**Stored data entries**
■ ■ ■ ■ ■

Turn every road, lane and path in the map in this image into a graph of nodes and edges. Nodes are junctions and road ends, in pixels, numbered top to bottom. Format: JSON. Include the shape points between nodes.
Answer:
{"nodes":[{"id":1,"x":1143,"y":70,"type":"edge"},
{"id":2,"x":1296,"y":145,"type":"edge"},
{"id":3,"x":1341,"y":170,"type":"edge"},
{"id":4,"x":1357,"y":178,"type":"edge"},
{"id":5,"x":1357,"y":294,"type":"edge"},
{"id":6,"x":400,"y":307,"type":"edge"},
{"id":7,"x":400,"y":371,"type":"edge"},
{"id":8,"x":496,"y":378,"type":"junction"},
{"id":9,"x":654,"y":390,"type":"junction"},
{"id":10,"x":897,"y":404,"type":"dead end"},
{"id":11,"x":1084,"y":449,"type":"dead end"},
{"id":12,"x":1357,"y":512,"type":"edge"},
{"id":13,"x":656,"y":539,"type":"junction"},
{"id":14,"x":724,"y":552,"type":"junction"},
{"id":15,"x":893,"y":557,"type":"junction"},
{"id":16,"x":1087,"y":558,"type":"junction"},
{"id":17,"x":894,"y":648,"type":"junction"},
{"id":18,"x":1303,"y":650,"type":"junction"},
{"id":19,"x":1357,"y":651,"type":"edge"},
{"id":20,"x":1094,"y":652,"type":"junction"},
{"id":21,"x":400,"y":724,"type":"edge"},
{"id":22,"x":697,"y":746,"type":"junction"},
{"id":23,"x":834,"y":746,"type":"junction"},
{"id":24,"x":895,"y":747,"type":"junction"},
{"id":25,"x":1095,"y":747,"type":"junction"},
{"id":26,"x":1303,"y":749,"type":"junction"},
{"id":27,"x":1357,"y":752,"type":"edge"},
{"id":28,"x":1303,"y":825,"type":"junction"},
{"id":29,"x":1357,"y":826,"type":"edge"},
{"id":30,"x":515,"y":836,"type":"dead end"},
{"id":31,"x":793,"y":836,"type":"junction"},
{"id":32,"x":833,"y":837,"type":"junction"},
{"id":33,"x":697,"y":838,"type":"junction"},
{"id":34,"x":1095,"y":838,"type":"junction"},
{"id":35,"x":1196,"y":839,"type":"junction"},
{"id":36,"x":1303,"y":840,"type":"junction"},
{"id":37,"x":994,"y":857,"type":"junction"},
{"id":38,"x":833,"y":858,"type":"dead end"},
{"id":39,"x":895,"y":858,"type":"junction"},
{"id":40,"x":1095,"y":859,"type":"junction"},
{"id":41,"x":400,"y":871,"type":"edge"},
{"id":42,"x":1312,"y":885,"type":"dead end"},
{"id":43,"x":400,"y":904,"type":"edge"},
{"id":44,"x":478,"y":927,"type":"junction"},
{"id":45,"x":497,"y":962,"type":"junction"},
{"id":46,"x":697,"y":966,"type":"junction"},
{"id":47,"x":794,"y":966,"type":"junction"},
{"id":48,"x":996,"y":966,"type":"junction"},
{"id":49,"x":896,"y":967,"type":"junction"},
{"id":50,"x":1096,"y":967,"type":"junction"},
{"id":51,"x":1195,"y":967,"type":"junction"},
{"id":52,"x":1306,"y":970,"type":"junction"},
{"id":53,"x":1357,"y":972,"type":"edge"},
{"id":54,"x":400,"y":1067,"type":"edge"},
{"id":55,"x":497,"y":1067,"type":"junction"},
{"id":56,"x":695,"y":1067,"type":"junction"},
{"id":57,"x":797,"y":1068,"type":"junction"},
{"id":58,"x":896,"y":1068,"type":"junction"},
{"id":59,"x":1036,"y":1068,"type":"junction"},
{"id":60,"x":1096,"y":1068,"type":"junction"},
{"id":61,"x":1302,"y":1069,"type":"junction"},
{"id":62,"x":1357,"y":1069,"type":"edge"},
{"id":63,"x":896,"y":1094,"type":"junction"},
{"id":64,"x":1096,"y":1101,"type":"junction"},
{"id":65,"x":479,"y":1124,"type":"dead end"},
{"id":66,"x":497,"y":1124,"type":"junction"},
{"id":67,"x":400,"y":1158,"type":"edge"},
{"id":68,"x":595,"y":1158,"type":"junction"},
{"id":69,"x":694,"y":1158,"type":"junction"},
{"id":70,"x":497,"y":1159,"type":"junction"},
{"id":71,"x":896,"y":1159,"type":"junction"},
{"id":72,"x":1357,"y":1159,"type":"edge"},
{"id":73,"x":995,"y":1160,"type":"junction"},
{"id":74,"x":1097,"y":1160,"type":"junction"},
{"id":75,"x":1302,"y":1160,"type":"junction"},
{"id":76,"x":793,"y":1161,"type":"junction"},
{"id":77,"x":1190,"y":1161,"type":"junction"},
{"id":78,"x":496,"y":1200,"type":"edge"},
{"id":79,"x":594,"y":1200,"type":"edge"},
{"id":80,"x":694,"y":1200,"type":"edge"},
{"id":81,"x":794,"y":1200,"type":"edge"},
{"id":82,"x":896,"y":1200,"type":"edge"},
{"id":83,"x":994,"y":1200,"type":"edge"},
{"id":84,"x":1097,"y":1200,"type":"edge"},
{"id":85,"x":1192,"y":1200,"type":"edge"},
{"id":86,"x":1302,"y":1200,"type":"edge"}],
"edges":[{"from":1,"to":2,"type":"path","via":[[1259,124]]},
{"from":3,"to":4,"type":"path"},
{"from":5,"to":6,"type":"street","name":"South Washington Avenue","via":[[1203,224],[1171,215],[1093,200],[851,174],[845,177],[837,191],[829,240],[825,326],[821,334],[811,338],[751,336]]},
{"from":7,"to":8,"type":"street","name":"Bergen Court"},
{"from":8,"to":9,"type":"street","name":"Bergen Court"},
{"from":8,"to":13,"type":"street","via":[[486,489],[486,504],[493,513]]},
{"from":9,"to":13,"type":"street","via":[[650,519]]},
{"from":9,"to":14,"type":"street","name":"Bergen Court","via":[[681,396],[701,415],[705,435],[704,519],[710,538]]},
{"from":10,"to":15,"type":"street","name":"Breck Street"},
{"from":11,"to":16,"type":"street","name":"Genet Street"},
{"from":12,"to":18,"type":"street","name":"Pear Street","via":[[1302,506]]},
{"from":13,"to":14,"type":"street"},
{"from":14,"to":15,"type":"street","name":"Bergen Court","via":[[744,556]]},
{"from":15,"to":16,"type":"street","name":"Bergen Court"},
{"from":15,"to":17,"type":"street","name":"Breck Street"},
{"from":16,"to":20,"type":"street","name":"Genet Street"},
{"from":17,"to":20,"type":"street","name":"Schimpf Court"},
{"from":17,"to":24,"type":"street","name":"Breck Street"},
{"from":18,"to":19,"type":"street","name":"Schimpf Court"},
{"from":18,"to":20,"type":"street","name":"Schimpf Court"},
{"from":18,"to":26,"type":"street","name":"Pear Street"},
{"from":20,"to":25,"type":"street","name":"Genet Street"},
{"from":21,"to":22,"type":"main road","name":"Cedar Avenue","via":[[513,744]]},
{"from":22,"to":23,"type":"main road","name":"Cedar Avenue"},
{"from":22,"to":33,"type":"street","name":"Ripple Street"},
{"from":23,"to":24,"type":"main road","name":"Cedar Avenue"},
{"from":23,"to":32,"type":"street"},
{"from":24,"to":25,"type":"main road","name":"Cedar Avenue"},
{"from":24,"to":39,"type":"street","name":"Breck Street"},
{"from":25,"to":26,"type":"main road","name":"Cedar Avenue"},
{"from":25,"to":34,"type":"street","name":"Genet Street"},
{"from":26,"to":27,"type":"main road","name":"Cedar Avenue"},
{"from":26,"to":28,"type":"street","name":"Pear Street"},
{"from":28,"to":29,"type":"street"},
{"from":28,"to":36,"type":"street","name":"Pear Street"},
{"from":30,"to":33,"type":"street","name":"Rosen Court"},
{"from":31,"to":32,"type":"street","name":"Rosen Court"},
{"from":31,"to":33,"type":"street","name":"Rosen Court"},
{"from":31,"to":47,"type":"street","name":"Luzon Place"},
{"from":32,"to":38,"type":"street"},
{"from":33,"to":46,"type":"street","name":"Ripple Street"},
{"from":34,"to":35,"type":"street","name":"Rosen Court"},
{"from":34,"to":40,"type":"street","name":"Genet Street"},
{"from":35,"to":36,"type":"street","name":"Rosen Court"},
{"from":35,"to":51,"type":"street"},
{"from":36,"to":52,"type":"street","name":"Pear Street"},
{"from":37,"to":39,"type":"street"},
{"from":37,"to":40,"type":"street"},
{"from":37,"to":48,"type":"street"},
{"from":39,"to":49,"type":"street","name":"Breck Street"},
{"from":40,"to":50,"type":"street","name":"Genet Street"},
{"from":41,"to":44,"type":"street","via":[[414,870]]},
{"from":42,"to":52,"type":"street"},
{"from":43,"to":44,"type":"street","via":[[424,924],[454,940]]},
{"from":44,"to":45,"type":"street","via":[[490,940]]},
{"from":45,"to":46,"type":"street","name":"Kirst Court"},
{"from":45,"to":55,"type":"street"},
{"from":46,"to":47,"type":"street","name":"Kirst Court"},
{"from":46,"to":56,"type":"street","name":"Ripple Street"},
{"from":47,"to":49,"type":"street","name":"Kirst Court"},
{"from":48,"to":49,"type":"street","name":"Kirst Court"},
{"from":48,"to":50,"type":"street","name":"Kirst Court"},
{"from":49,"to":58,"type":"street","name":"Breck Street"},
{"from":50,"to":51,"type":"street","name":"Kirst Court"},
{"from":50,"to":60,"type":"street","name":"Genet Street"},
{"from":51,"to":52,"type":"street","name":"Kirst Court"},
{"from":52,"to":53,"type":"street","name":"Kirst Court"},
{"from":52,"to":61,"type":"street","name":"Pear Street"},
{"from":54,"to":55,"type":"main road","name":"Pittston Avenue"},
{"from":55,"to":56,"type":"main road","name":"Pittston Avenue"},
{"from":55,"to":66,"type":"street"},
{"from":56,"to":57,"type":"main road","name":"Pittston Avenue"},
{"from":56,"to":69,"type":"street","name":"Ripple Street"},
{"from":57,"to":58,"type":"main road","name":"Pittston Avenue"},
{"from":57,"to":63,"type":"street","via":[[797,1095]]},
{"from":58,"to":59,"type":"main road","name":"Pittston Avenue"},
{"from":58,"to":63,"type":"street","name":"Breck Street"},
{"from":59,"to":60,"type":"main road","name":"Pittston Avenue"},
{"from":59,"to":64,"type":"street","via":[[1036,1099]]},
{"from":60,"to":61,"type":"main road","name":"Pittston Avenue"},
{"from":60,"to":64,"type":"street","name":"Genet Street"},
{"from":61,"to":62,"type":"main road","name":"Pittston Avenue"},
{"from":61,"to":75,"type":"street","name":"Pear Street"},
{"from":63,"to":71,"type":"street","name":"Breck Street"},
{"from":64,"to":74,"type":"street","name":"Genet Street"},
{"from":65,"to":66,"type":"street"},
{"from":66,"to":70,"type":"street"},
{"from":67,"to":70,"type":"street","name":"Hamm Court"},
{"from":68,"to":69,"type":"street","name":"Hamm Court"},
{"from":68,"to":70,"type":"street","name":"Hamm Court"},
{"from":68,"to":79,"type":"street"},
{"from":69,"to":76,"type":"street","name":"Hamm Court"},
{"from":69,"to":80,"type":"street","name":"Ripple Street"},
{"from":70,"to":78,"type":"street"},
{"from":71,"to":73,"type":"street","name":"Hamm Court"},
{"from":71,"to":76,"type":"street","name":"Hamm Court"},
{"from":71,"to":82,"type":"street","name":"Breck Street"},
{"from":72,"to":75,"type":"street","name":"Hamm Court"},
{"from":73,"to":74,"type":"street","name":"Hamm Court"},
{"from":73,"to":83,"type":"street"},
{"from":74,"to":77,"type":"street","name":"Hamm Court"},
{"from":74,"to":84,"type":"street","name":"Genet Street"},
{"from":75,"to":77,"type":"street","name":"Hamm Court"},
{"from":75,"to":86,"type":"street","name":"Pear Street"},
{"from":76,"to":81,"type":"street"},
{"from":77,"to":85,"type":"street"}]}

■ ■ ■ ■ ■

Copy every line of the records above that contains "Cedar".

**PROBLEM SOLUTION**
{"from":21,"to":22,"type":"main road","name":"Cedar Avenue","via":[[513,744]]},
{"from":22,"to":23,"type":"main road","name":"Cedar Avenue"},
{"from":23,"to":24,"type":"main road","name":"Cedar Avenue"},
{"from":24,"to":25,"type":"main road","name":"Cedar Avenue"},
{"from":25,"to":26,"type":"main road","name":"Cedar Avenue"},
{"from":26,"to":27,"type":"main road","name":"Cedar Avenue"},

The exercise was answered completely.